* Dataset records *
= = = = = = =

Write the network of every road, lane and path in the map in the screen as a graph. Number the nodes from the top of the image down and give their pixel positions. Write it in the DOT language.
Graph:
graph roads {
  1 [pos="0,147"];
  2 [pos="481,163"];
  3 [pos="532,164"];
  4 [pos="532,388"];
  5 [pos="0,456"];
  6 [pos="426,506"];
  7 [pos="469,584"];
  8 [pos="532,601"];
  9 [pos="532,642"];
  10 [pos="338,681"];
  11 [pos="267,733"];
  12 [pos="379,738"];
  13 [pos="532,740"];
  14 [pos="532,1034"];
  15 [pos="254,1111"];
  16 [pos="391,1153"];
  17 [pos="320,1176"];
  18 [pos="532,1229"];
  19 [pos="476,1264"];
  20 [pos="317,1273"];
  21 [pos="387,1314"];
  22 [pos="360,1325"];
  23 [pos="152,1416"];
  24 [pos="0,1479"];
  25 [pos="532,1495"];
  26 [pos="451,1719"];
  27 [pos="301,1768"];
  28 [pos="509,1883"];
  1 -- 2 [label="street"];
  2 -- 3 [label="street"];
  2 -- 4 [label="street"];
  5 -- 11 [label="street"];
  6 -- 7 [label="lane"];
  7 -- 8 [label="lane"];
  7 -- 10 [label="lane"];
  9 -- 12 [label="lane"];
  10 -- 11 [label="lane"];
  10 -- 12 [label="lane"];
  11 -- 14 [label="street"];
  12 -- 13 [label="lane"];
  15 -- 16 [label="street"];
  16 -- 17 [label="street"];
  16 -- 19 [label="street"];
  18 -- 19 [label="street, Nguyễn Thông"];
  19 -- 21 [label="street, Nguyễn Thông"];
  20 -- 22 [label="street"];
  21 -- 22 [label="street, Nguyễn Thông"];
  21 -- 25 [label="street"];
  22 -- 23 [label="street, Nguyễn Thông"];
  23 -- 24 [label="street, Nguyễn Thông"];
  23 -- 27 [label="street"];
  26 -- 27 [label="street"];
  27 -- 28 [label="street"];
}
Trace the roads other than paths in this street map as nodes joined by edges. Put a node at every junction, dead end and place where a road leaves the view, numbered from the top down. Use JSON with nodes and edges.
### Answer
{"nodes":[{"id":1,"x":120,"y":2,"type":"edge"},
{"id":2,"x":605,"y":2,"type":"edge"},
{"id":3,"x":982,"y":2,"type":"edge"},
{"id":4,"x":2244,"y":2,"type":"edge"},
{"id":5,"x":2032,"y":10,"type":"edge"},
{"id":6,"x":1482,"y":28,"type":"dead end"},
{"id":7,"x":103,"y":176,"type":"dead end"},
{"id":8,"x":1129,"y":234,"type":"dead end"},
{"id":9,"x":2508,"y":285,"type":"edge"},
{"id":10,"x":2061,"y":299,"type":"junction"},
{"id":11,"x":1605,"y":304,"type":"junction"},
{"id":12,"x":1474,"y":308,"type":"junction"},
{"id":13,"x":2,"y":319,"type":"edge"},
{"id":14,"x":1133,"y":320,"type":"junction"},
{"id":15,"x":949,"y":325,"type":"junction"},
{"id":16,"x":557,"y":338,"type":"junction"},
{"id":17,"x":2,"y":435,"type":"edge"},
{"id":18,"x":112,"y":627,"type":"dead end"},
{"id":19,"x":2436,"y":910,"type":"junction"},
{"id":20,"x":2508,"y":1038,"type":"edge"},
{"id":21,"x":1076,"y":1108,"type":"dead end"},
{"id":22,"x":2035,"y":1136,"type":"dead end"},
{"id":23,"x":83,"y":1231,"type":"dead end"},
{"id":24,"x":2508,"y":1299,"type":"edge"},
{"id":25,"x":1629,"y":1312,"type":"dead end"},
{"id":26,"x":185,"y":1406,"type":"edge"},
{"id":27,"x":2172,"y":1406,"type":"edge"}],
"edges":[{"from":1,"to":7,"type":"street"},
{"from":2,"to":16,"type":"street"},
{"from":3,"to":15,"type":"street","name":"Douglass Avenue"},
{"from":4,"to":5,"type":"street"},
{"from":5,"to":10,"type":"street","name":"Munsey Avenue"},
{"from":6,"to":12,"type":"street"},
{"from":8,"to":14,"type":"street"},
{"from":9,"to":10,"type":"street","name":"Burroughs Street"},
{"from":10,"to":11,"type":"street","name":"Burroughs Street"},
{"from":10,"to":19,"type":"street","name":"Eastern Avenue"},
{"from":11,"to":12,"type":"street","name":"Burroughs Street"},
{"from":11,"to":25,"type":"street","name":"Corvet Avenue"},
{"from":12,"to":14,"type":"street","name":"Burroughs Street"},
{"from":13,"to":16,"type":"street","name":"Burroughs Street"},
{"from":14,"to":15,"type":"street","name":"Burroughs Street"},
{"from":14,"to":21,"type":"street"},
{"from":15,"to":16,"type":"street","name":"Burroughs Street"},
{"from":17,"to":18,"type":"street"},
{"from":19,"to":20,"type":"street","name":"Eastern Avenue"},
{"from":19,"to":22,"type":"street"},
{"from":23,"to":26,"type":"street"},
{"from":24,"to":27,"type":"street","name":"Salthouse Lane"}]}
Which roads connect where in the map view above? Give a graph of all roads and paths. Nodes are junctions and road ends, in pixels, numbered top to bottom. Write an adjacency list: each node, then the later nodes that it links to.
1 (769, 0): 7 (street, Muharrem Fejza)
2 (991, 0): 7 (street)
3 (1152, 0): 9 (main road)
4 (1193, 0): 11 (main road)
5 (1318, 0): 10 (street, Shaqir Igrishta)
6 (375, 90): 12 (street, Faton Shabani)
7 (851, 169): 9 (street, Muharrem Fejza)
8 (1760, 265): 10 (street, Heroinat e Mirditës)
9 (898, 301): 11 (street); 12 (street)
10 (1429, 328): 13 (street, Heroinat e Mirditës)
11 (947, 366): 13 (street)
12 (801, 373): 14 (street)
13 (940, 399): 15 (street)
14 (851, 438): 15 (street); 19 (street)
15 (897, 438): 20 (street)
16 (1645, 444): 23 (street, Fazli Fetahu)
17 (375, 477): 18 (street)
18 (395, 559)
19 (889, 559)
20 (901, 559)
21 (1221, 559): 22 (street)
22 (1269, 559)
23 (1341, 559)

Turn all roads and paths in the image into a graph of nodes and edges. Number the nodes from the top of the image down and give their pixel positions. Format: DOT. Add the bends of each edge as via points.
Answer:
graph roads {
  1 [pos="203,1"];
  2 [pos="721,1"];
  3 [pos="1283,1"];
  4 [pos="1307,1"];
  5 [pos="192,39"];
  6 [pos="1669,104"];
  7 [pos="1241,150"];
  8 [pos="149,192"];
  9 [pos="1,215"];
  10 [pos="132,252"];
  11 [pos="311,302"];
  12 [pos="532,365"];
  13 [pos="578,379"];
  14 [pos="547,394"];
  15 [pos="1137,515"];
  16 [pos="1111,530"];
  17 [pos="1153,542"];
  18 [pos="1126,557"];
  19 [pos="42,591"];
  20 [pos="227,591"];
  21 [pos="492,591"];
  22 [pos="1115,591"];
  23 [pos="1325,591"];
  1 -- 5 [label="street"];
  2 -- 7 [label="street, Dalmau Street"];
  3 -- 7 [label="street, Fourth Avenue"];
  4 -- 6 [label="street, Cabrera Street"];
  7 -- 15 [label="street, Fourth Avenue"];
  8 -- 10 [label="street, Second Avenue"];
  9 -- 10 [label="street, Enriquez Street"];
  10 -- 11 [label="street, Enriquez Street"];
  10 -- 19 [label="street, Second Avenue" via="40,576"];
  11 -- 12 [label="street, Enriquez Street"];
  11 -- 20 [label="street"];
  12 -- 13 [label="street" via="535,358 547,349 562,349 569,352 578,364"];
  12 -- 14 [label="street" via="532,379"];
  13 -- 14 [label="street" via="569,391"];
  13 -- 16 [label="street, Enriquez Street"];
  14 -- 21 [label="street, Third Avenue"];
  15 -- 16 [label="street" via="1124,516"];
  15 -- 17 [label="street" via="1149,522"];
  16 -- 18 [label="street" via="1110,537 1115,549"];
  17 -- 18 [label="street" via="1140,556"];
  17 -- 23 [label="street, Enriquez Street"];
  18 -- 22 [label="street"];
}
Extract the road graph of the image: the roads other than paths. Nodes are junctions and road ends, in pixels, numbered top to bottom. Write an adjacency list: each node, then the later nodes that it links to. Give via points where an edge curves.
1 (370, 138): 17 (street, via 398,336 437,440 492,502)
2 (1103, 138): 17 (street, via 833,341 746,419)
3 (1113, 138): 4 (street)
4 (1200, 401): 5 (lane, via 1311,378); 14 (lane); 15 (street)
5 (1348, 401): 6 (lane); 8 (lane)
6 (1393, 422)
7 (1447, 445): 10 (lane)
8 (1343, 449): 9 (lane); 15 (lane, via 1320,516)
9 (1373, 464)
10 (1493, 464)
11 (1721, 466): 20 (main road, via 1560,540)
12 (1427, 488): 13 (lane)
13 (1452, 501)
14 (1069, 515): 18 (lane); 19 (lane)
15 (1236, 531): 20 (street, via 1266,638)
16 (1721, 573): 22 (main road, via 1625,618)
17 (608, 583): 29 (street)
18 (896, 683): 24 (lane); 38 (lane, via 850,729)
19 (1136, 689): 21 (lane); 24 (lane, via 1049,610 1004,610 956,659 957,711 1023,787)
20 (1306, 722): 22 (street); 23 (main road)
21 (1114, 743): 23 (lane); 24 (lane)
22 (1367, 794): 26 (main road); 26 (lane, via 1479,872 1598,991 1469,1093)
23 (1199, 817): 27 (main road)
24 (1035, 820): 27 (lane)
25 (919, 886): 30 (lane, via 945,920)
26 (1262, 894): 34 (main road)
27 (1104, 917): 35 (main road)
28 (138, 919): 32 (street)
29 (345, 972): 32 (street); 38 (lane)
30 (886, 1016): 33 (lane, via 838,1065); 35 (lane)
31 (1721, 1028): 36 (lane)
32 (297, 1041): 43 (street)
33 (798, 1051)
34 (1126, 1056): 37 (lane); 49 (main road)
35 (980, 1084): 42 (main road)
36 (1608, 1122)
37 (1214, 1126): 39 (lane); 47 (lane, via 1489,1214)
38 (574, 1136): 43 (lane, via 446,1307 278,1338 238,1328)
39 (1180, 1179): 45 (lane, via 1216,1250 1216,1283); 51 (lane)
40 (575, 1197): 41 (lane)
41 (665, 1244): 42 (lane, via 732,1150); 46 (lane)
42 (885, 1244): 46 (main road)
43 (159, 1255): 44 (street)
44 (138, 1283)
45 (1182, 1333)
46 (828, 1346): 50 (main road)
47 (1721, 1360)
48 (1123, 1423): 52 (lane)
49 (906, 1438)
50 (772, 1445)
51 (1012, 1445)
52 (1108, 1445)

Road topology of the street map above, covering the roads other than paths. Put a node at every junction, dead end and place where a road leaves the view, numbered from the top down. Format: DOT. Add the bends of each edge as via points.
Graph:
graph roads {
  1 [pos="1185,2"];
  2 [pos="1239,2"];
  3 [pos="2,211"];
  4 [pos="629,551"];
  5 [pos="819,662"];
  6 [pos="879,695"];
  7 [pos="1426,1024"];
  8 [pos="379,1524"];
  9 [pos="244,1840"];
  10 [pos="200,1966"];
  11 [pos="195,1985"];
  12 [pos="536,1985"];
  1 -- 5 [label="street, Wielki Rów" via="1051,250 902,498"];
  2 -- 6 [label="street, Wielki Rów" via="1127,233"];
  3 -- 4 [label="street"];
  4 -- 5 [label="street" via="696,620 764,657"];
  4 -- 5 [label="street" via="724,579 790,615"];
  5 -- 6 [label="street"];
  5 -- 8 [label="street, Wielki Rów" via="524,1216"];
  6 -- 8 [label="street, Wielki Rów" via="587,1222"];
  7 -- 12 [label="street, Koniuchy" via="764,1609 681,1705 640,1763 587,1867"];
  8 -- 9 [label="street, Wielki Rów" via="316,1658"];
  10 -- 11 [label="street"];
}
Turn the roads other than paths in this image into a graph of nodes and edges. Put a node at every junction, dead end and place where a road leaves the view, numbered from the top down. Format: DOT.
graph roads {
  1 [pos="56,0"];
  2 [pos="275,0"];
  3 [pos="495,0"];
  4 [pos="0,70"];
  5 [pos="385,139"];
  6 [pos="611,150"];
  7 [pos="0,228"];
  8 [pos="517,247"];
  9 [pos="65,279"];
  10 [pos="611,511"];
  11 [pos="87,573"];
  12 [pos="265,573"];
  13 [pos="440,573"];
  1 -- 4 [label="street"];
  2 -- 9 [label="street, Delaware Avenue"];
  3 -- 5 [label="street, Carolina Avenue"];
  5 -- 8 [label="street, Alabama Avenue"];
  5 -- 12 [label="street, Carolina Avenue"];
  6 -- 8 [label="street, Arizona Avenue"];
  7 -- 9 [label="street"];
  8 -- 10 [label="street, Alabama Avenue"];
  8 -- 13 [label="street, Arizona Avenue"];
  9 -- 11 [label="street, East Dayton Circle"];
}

= = = = = = =

* Assigned task *
Copy out each line of the records where the string "every" appears.

* Result for this exercise *
Write the network of every road, lane and path in the map in the screen as a graph. Number the nodes from the top of the image down and give their pixel positions. Write it in the DOT language.
Trace the roads other than paths in this street map as nodes joined by edges. Put a node at every junction, dead end and place where a road leaves the view, numbered from the top down. Use JSON with nodes and edges.
Road topology of the street map above, covering the roads other than paths. Put a node at every junction, dead end and place where a road leaves the view, numbered from the top down. Format: DOT. Add the bends of each edge as via points.
Turn the roads other than paths in this image into a graph of nodes and edges. Put a node at every junction, dead end and place where a road leaves the view, numbered from the top down. Format: DOT.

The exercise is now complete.